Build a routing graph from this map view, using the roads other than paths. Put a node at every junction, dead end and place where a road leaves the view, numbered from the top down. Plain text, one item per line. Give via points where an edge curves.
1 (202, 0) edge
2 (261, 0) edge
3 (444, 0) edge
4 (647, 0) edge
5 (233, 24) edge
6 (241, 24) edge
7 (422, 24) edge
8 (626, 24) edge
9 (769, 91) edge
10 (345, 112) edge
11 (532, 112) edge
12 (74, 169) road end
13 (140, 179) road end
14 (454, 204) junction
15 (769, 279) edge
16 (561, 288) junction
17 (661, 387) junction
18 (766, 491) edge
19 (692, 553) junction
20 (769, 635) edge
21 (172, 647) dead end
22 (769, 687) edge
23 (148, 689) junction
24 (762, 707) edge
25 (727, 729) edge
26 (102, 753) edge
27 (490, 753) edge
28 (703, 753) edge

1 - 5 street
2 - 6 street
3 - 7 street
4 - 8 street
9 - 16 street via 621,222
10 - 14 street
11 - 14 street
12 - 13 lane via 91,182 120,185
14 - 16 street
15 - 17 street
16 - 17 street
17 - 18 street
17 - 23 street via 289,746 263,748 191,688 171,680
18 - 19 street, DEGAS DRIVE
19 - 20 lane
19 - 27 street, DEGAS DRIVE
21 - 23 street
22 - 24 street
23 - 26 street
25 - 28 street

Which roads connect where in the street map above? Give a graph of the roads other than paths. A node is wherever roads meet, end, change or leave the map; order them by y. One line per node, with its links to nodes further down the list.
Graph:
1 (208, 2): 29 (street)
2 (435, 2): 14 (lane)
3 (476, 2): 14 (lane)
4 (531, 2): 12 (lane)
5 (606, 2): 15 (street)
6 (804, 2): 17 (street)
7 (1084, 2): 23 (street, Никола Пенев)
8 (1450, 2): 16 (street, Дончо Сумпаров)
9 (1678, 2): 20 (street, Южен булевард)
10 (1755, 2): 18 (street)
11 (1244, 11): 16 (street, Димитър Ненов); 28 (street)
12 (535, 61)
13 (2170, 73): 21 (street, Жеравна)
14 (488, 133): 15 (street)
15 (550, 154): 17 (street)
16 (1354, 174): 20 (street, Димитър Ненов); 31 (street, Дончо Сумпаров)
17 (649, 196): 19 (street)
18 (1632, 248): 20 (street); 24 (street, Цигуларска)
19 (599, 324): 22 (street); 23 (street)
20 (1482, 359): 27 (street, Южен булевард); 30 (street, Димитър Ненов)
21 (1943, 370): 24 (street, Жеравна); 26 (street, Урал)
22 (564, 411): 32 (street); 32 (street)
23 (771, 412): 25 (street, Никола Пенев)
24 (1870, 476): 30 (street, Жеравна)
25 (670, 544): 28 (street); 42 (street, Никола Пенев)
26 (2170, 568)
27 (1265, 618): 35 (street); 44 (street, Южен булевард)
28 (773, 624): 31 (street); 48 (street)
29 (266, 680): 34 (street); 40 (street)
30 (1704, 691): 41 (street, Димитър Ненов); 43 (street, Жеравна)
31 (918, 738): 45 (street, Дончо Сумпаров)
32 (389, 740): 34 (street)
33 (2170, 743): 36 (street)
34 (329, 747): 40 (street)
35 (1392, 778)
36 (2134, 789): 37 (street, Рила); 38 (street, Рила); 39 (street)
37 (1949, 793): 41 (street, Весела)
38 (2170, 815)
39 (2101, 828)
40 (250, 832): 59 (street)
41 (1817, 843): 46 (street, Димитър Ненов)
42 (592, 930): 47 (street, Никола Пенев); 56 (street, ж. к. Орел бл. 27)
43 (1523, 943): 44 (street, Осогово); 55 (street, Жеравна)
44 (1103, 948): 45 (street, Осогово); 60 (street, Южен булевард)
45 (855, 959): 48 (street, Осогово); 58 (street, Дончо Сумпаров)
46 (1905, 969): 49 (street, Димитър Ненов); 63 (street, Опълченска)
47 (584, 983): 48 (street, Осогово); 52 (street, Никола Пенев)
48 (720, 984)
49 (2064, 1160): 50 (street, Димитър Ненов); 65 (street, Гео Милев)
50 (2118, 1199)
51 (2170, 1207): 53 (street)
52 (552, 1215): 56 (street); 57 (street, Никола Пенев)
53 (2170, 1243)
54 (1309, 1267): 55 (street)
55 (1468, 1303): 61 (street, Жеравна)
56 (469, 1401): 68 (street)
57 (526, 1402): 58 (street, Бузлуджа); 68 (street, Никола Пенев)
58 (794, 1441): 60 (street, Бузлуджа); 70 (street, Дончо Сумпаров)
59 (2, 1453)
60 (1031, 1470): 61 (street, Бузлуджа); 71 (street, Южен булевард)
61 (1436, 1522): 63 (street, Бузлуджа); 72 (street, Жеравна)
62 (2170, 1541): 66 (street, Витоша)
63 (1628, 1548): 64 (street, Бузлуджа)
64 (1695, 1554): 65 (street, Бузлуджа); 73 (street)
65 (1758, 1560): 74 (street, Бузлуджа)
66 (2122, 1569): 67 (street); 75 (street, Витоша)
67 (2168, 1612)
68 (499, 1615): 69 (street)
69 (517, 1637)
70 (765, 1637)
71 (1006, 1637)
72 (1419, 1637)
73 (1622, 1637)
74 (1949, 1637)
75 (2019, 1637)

§ What is expected: Between the first line of the entries above and the line with "Which roads connect", both included, copy every line exactly and nothing outside that range.

§ Result below:
Build a routing graph from this map view, using the roads other than paths. Put a node at every junction, dead end and place where a road leaves the view, numbered from the top down. Plain text, one item per line. Give via points where an edge curves.
1 (202, 0) edge
2 (261, 0) edge
3 (444, 0) edge
4 (647, 0) edge
5 (233, 24) edge
6 (241, 24) edge
7 (422, 24) edge
8 (626, 24) edge
9 (769, 91) edge
10 (345, 112) edge
11 (532, 112) edge
12 (74, 169) road end
13 (140, 179) road end
14 (454, 204) junction
15 (769, 279) edge
16 (561, 288) junction
17 (661, 387) junction
18 (766, 491) edge
19 (692, 553) junction
20 (769, 635) edge
21 (172, 647) dead end
22 (769, 687) edge
23 (148, 689) junction
24 (762, 707) edge
25 (727, 729) edge
26 (102, 753) edge
27 (490, 753) edge
28 (703, 753) edge

1 - 5 street
2 - 6 street
3 - 7 street
4 - 8 street
9 - 16 street via 621,222
10 - 14 street
11 - 14 street
12 - 13 lane via 91,182 120,185
14 - 16 street
15 - 17 street
16 - 17 street
17 - 18 street
17 - 23 street via 289,746 263,748 191,688 171,680
18 - 19 street, DEGAS DRIVE
19 - 20 lane
19 - 27 street, DEGAS DRIVE
21 - 23 street
22 - 24 street
23 - 26 street
25 - 28 street

Which roads connect where in the street map above? Give a graph of the roads other than paths. A node is wherever roads meet, end, change or leave the map; order them by y. One line per node, with its links to nodes further down the list.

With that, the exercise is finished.